Problem description: Line count for "down": tally the lines of the records below that contain it, and give only that number.
(Extracted entries)
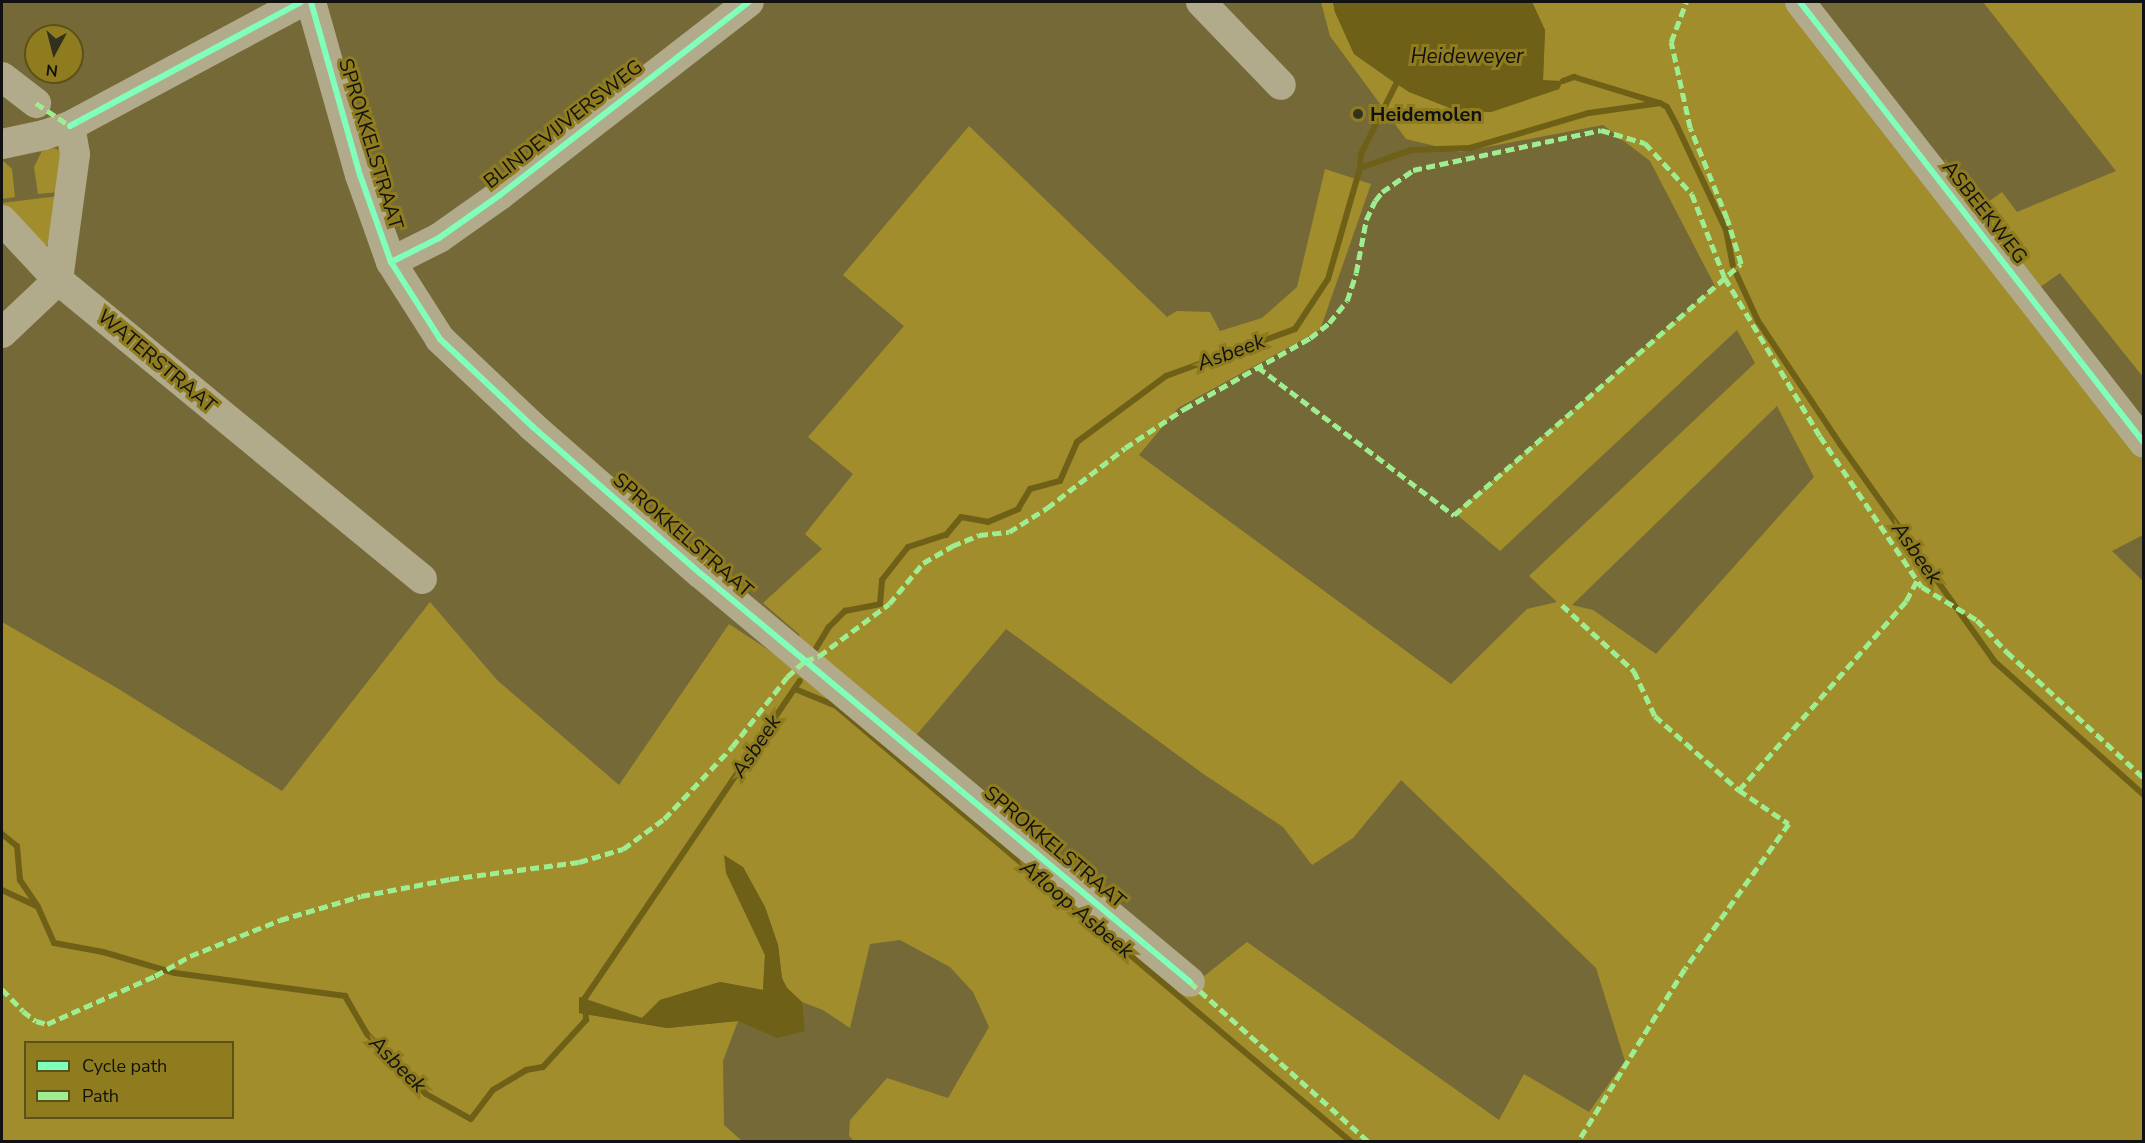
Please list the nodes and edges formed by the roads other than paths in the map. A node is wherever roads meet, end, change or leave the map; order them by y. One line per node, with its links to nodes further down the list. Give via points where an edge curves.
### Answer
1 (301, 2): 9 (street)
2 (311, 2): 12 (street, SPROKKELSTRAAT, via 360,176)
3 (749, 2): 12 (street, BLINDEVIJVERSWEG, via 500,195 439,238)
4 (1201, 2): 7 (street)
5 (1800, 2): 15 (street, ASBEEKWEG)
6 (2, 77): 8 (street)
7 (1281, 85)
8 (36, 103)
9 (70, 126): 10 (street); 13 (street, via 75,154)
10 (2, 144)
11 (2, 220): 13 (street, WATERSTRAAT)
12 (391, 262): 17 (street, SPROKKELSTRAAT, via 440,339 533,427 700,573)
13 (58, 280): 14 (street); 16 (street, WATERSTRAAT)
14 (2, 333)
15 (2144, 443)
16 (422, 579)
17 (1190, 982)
(End Extracted entries)
(Extracted entries)
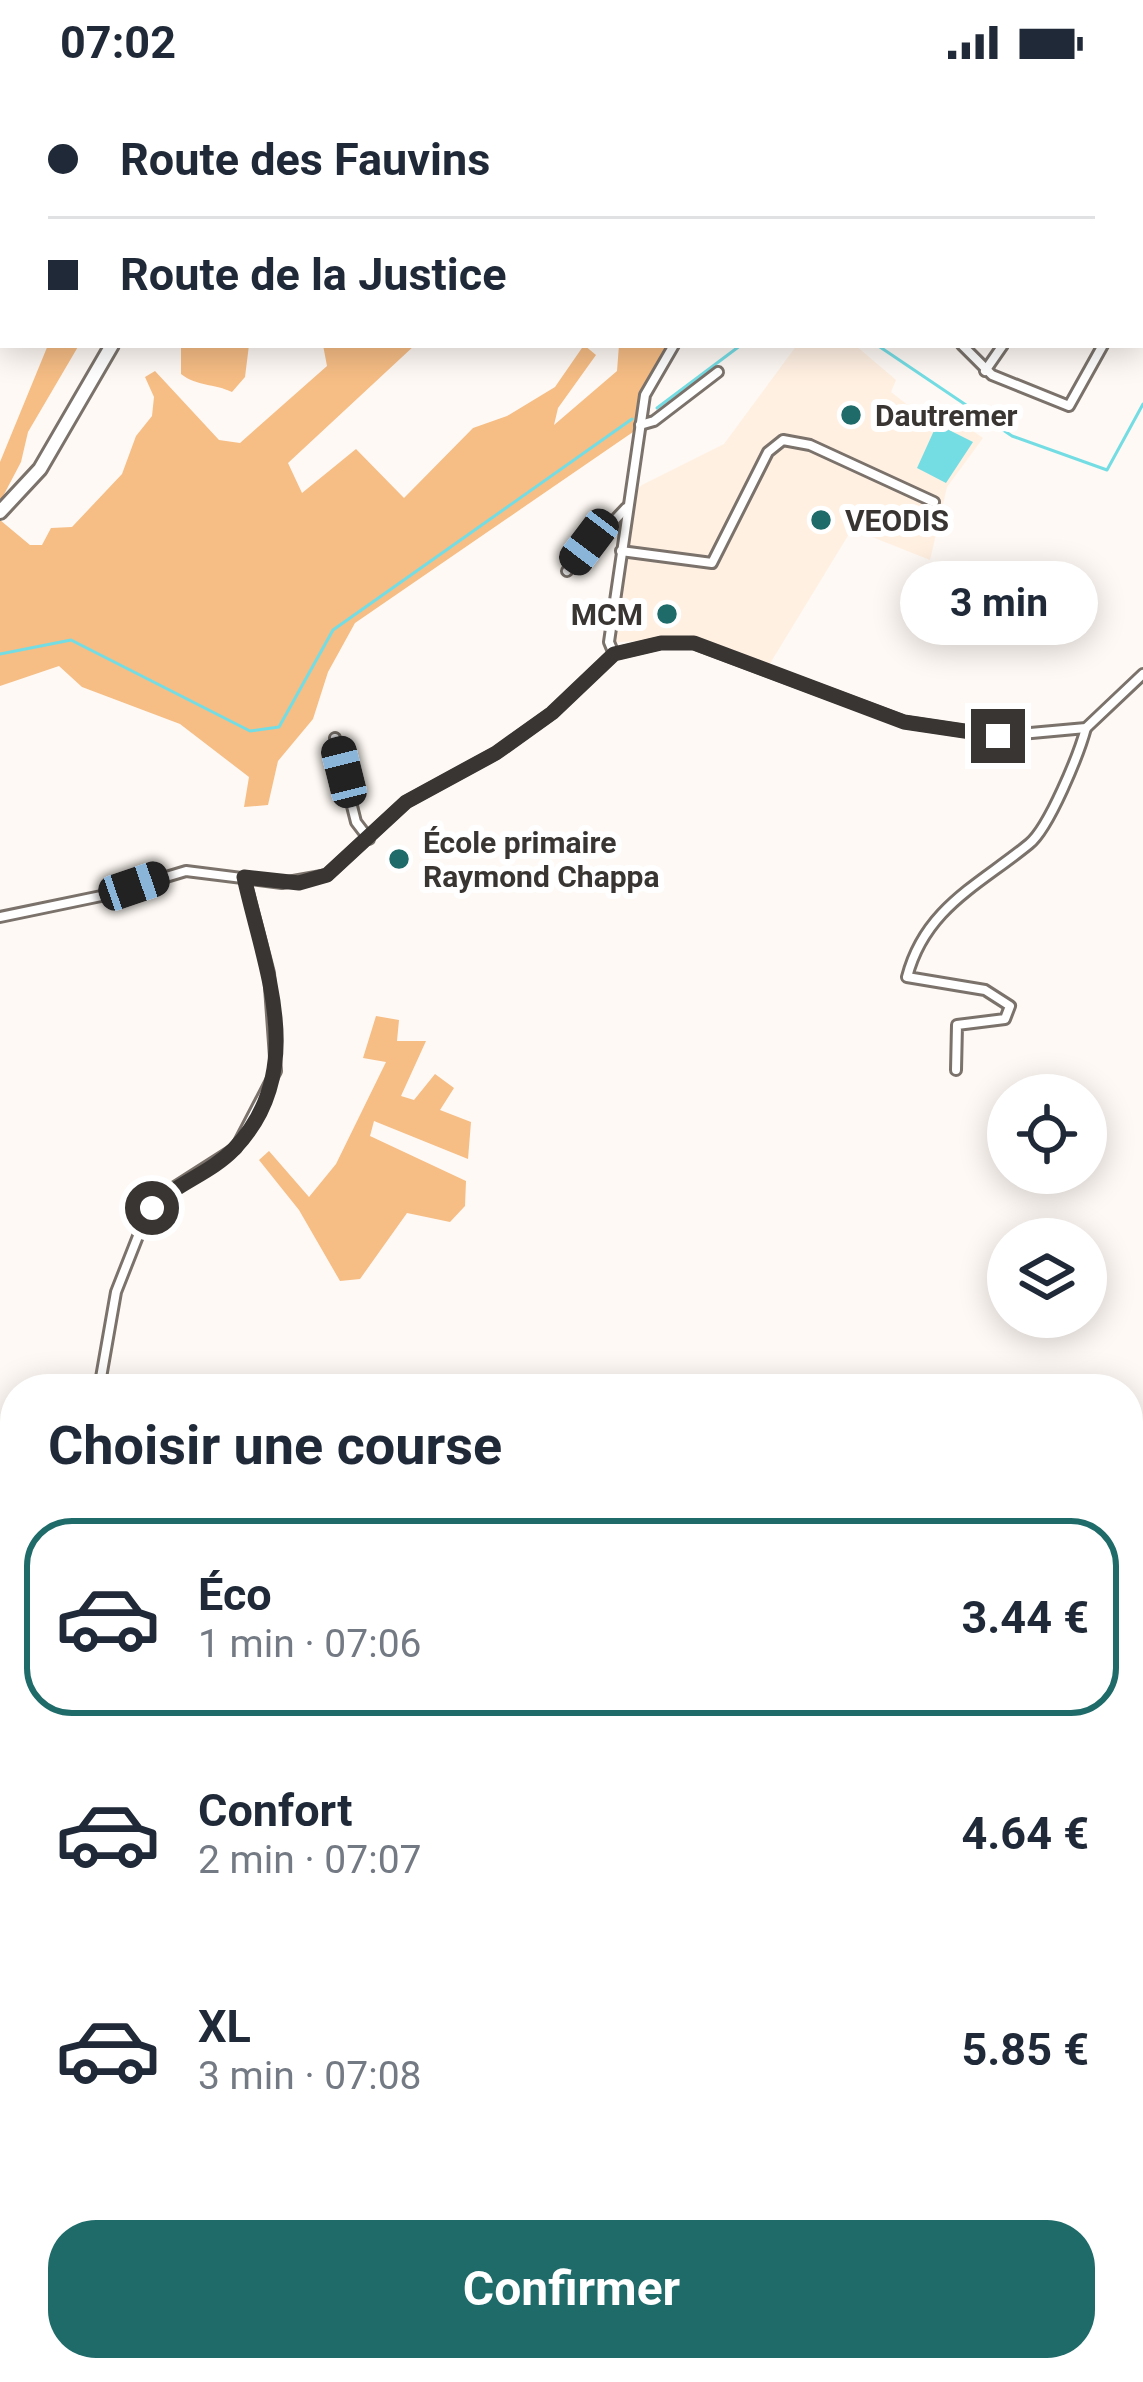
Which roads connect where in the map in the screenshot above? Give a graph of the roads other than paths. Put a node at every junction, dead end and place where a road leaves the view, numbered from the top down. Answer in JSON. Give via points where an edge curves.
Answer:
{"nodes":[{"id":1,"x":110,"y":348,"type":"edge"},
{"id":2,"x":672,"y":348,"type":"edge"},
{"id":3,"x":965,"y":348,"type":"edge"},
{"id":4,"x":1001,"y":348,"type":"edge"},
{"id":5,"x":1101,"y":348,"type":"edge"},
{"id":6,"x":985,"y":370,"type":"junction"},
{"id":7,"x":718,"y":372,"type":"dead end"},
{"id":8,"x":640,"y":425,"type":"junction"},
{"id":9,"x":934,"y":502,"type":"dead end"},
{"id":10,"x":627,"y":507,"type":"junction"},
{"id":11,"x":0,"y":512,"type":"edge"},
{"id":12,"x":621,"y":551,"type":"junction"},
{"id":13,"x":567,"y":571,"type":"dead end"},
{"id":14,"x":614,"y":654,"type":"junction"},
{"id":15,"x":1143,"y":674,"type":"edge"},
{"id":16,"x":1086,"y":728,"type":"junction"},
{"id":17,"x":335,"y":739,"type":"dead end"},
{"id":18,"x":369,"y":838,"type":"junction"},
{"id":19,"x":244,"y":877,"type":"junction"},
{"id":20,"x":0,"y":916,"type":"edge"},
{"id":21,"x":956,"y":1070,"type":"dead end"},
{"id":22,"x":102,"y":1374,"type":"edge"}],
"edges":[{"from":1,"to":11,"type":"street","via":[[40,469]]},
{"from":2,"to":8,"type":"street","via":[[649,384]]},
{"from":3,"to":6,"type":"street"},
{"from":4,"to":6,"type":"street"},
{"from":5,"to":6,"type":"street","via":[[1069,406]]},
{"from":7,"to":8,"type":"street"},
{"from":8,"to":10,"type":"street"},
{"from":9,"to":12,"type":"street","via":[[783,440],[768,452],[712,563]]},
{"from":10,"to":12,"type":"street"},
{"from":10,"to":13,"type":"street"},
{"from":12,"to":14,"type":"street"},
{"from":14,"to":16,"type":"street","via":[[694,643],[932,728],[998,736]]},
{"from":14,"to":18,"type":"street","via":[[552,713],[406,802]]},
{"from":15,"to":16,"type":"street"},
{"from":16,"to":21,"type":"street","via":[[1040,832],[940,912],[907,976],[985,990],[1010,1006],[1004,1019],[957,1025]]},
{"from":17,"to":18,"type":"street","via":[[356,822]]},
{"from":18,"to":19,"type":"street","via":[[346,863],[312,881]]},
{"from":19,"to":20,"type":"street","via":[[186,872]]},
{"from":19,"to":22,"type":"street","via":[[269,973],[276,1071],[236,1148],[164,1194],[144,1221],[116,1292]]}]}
(End Extracted entries)
Answer area: 2